Segment Start: Data records

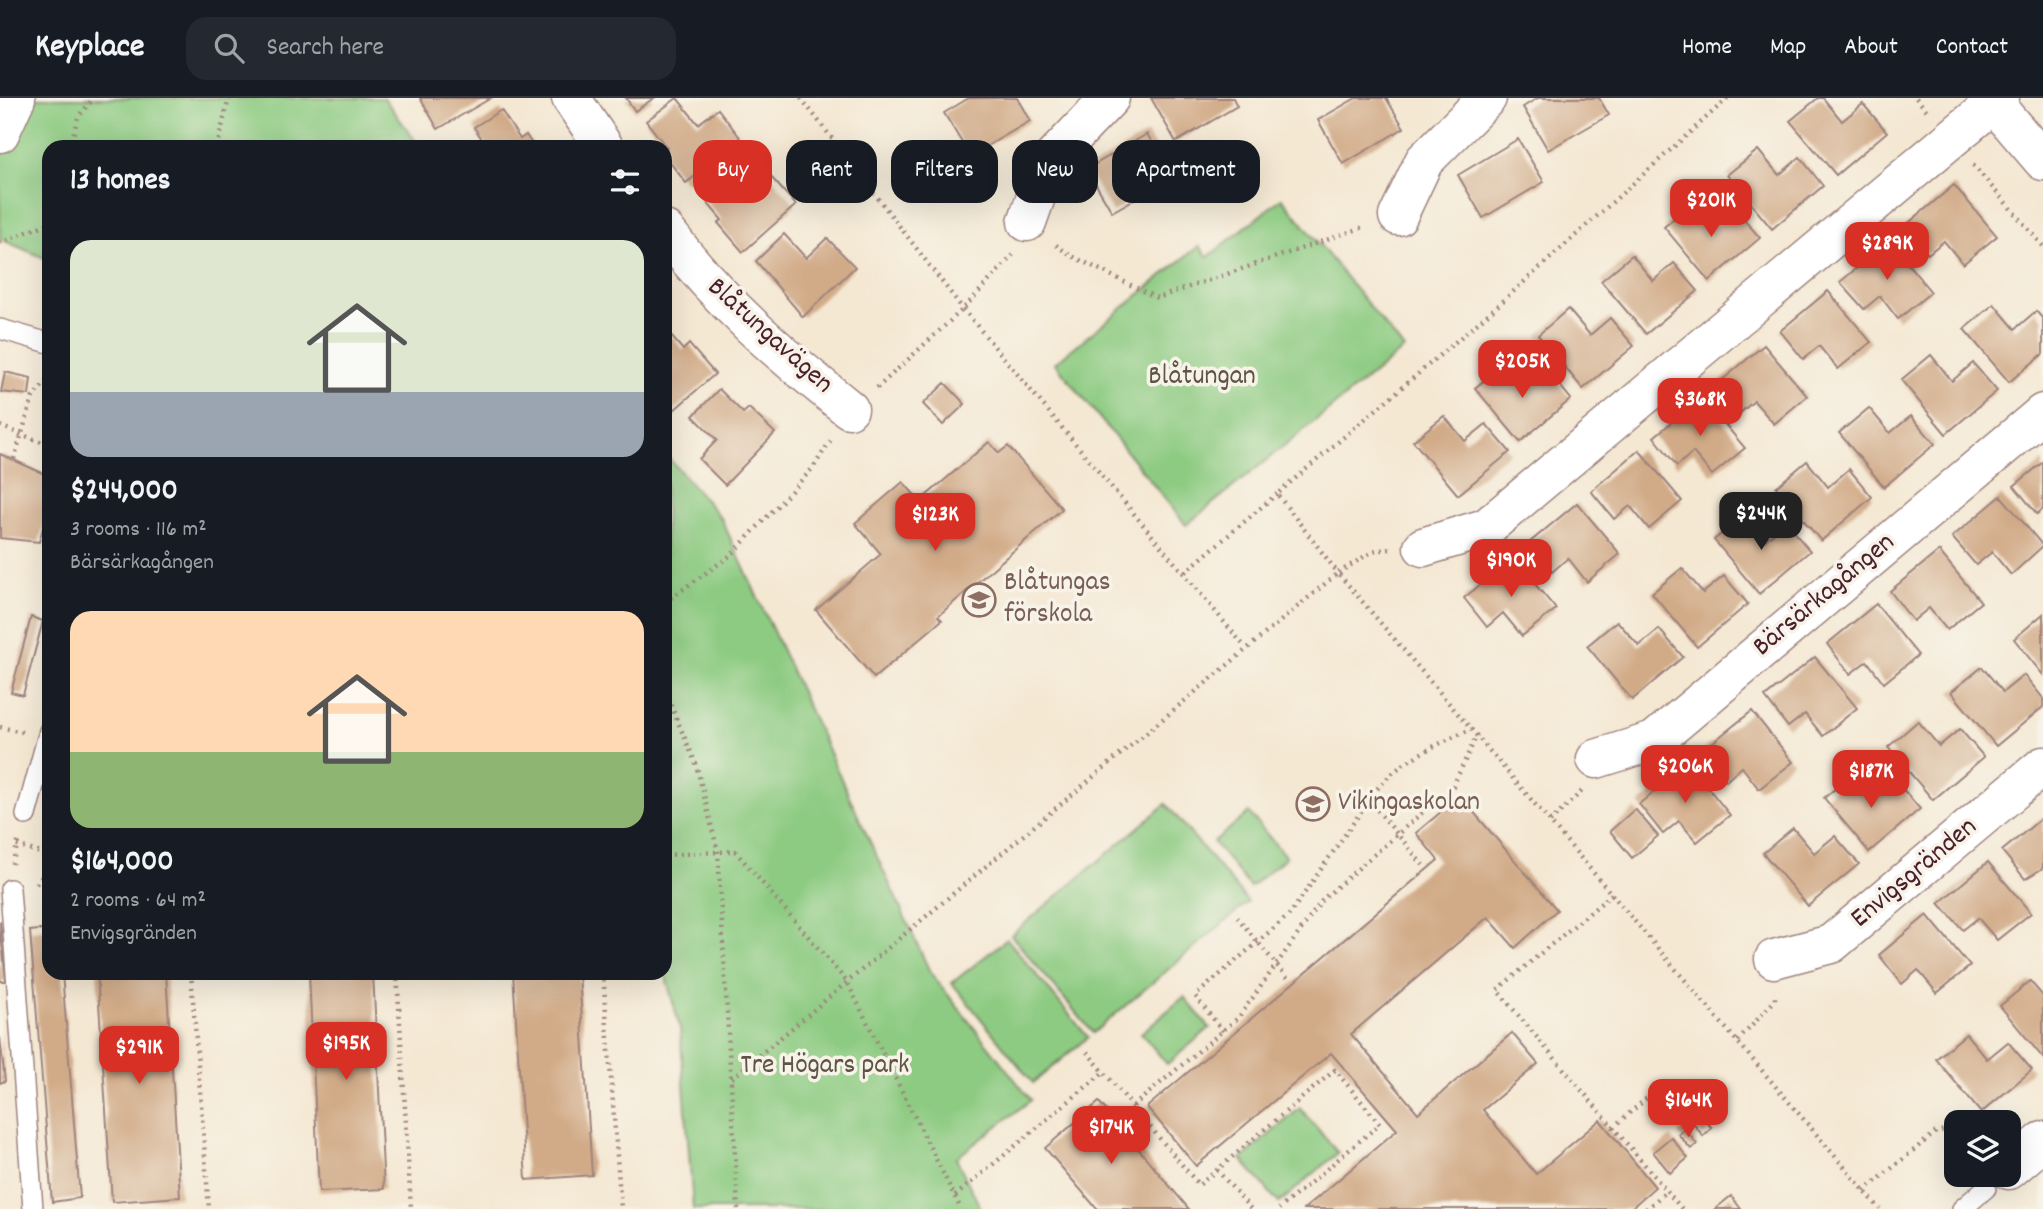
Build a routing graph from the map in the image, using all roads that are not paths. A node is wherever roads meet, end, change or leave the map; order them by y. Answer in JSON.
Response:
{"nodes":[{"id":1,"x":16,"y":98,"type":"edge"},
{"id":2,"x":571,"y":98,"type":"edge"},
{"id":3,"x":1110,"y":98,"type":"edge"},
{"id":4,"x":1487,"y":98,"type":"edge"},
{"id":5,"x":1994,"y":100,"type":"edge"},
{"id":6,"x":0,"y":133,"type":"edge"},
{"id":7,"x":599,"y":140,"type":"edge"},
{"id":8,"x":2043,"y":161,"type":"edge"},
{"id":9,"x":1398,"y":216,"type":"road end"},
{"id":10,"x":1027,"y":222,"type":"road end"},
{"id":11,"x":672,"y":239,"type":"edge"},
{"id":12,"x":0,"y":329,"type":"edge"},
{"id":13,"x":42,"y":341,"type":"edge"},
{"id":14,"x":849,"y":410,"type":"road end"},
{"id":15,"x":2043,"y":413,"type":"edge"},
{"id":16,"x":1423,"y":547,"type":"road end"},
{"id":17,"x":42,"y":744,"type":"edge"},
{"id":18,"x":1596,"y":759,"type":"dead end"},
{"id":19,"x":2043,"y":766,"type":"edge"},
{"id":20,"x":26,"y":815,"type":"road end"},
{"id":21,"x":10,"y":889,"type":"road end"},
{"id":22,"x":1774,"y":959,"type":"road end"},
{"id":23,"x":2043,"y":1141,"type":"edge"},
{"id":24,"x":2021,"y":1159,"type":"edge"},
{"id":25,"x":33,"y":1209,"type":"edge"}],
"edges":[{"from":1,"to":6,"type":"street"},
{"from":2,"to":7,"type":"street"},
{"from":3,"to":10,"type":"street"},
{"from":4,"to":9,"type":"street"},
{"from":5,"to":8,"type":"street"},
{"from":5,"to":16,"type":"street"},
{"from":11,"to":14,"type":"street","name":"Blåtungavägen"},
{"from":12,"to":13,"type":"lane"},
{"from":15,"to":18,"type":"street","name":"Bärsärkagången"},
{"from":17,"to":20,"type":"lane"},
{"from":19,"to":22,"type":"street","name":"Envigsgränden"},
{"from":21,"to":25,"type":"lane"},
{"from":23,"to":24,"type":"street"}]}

Segment End: Data records

- [What the task requires]
The expected answer holds each line from the listing above where the string "lane" is present.

- [Answer to this problem]
{"from":12,"to":13,"type":"lane"},
{"from":17,"to":20,"type":"lane"},
{"from":21,"to":25,"type":"lane"},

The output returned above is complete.